----- Data extract

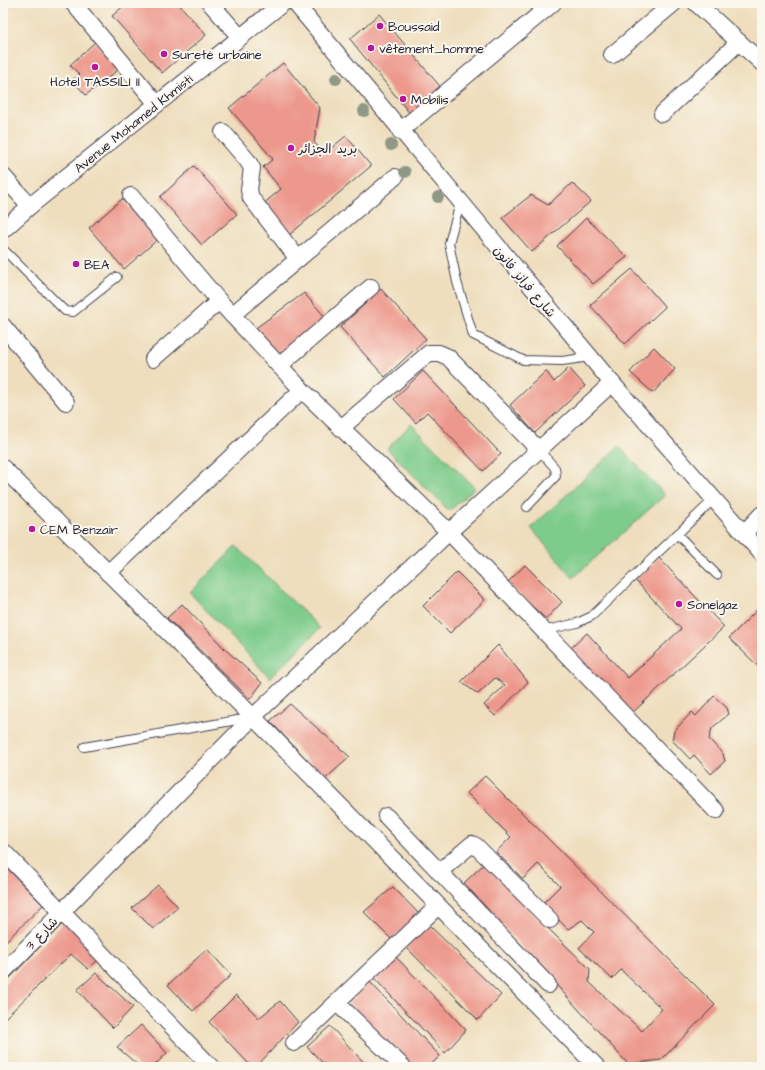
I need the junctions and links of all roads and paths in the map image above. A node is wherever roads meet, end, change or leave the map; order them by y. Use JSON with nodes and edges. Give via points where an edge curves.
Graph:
{"nodes":[{"id":1,"x":210,"y":3,"type":"edge"},
{"id":2,"x":295,"y":3,"type":"edge"},
{"id":3,"x":553,"y":3,"type":"edge"},
{"id":4,"x":674,"y":3,"type":"edge"},
{"id":5,"x":696,"y":3,"type":"edge"},
{"id":6,"x":76,"y":4,"type":"edge"},
{"id":7,"x":275,"y":5,"type":"edge"},
{"id":8,"x":240,"y":36,"type":"junction"},
{"id":9,"x":739,"y":42,"type":"junction"},
{"id":10,"x":612,"y":55,"type":"dead end"},
{"id":11,"x":762,"y":63,"type":"edge"},
{"id":12,"x":157,"y":104,"type":"junction"},
{"id":13,"x":662,"y":114,"type":"dead end"},
{"id":14,"x":400,"y":131,"type":"junction"},
{"id":15,"x":223,"y":132,"type":"dead end"},
{"id":16,"x":3,"y":176,"type":"edge"},
{"id":17,"x":395,"y":177,"type":"dead end"},
{"id":18,"x":131,"y":196,"type":"dead end"},
{"id":19,"x":460,"y":203,"type":"junction"},
{"id":20,"x":30,"y":206,"type":"junction"},
{"id":21,"x":3,"y":230,"type":"edge"},
{"id":22,"x":3,"y":249,"type":"edge"},
{"id":23,"x":298,"y":259,"type":"junction"},
{"id":24,"x":118,"y":277,"type":"dead end"},
{"id":25,"x":371,"y":287,"type":"dead end"},
{"id":26,"x":218,"y":301,"type":"junction"},
{"id":27,"x":232,"y":316,"type":"junction"},
{"id":28,"x":3,"y":326,"type":"edge"},
{"id":29,"x":590,"y":357,"type":"junction"},
{"id":30,"x":153,"y":359,"type":"dead end"},
{"id":31,"x":279,"y":366,"type":"junction"},
{"id":32,"x":612,"y":383,"type":"junction"},
{"id":33,"x":302,"y":390,"type":"junction"},
{"id":34,"x":66,"y":402,"type":"dead end"},
{"id":35,"x":341,"y":428,"type":"junction"},
{"id":36,"x":539,"y":450,"type":"junction"},
{"id":37,"x":3,"y":468,"type":"edge"},
{"id":38,"x":714,"y":499,"type":"junction"},
{"id":39,"x":527,"y":507,"type":"dead end"},
{"id":40,"x":762,"y":514,"type":"edge"},
{"id":41,"x":449,"y":532,"type":"junction"},
{"id":42,"x":744,"y":533,"type":"junction"},
{"id":43,"x":677,"y":534,"type":"junction"},
{"id":44,"x":762,"y":554,"type":"edge"},
{"id":45,"x":108,"y":573,"type":"junction"},
{"id":46,"x":717,"y":576,"type":"dead end"},
{"id":47,"x":543,"y":631,"type":"junction"},
{"id":48,"x":254,"y":718,"type":"junction"},
{"id":49,"x":84,"y":747,"type":"dead end"},
{"id":50,"x":716,"y":811,"type":"dead end"},
{"id":51,"x":386,"y":816,"type":"dead end"},
{"id":52,"x":3,"y":851,"type":"edge"},
{"id":53,"x":439,"y":872,"type":"junction"},
{"id":54,"x":468,"y":901,"type":"junction"},
{"id":55,"x":438,"y":906,"type":"junction"},
{"id":56,"x":62,"y":912,"type":"junction"},
{"id":57,"x":450,"y":918,"type":"junction"},
{"id":58,"x":550,"y":920,"type":"dead end"},
{"id":59,"x":3,"y":972,"type":"edge"},
{"id":60,"x":548,"y":986,"type":"dead end"},
{"id":61,"x":337,"y":1003,"type":"junction"},
{"id":62,"x":294,"y":1043,"type":"dead end"},
{"id":63,"x":210,"y":1067,"type":"edge"},
{"id":64,"x":404,"y":1067,"type":"edge"},
{"id":65,"x":597,"y":1067,"type":"edge"}],
"edges":[{"from":1,"to":8,"type":"street"},
{"from":2,"to":14,"type":"street","name":"شارع فرانز فانون"},
{"from":3,"to":14,"type":"street"},
{"from":4,"to":10,"type":"street"},
{"from":5,"to":9,"type":"street"},
{"from":6,"to":12,"type":"street"},
{"from":7,"to":8,"type":"street","name":"Avenue Mohamed Khmisti"},
{"from":8,"to":12,"type":"street","name":"Avenue Mohamed Khmisti"},
{"from":9,"to":11,"type":"street"},
{"from":9,"to":13,"type":"street"},
{"from":12,"to":20,"type":"street","name":"Avenue Mohamed Khmisti"},
{"from":14,"to":19,"type":"street","name":"شارع فرانز فانون"},
{"from":15,"to":23,"type":"street","via":[[252,168],[249,190],[251,198]]},
{"from":16,"to":20,"type":"street"},
{"from":17,"to":23,"type":"street"},
{"from":18,"to":26,"type":"street"},
{"from":19,"to":29,"type":"street","name":"شارع فرانز فانون"},
{"from":19,"to":29,"type":"lane","via":[[449,244],[473,335],[523,360],[562,361]]},
{"from":20,"to":21,"type":"street","name":"Avenue Mohamed Khmisti"},
{"from":22,"to":24,"type":"lane","via":[[65,312],[72,312]]},
{"from":23,"to":27,"type":"street"},
{"from":25,"to":31,"type":"street"},
{"from":26,"to":27,"type":"street"},
{"from":26,"to":30,"type":"street"},
{"from":27,"to":31,"type":"street"},
{"from":28,"to":34,"type":"street"},
{"from":29,"to":32,"type":"street","name":"شارع فرانز فانون"},
{"from":31,"to":33,"type":"street"},
{"from":32,"to":36,"type":"street","name":"شارع 3"},
{"from":32,"to":38,"type":"street","name":"شارع فرانز فانون"},
{"from":33,"to":35,"type":"street"},
{"from":33,"to":45,"type":"street"},
{"from":35,"to":36,"type":"street","via":[[430,353],[439,353],[448,357]]},
{"from":35,"to":41,"type":"street"},
{"from":36,"to":39,"type":"lane","via":[[556,468],[556,476]]},
{"from":36,"to":41,"type":"street","name":"شارع 3"},
{"from":37,"to":45,"type":"street"},
{"from":38,"to":42,"type":"street","name":"شارع فرانز فانون"},
{"from":38,"to":43,"type":"lane"},
{"from":40,"to":42,"type":"street"},
{"from":41,"to":47,"type":"street"},
{"from":41,"to":48,"type":"street","name":"شارع 3"},
{"from":42,"to":44,"type":"street","name":"شارع فرانز فانون"},
{"from":43,"to":46,"type":"lane"},
{"from":43,"to":47,"type":"lane","via":[[592,616],[577,624]]},
{"from":45,"to":48,"type":"street"},
{"from":47,"to":50,"type":"street"},
{"from":48,"to":49,"type":"lane"},
{"from":48,"to":55,"type":"street"},
{"from":48,"to":56,"type":"street","name":"شارع 3"},
{"from":51,"to":53,"type":"street"},
{"from":52,"to":56,"type":"street"},
{"from":53,"to":54,"type":"street"},
{"from":53,"to":58,"type":"street","via":[[472,844]]},
{"from":54,"to":57,"type":"street"},
{"from":54,"to":60,"type":"street"},
{"from":55,"to":57,"type":"street"},
{"from":55,"to":61,"type":"street"},
{"from":56,"to":59,"type":"street","name":"شارع 3"},
{"from":56,"to":63,"type":"street"},
{"from":57,"to":65,"type":"street"},
{"from":61,"to":62,"type":"street"},
{"from":61,"to":64,"type":"street"}]}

----------

Exercise requirements — Look through the material above for "فانون" and copy the lines that have it.

Answer below —
{"from":2,"to":14,"type":"street","name":"شارع فرانز فانون"},
{"from":14,"to":19,"type":"street","name":"شارع فرانز فانون"},
{"from":19,"to":29,"type":"street","name":"شارع فرانز فانون"},
{"from":29,"to":32,"type":"street","name":"شارع فرانز فانون"},
{"from":32,"to":38,"type":"street","name":"شارع فرانز فانون"},
{"from":38,"to":42,"type":"street","name":"شارع فرانز فانون"},
{"from":42,"to":44,"type":"street","name":"شارع فرانز فانون"},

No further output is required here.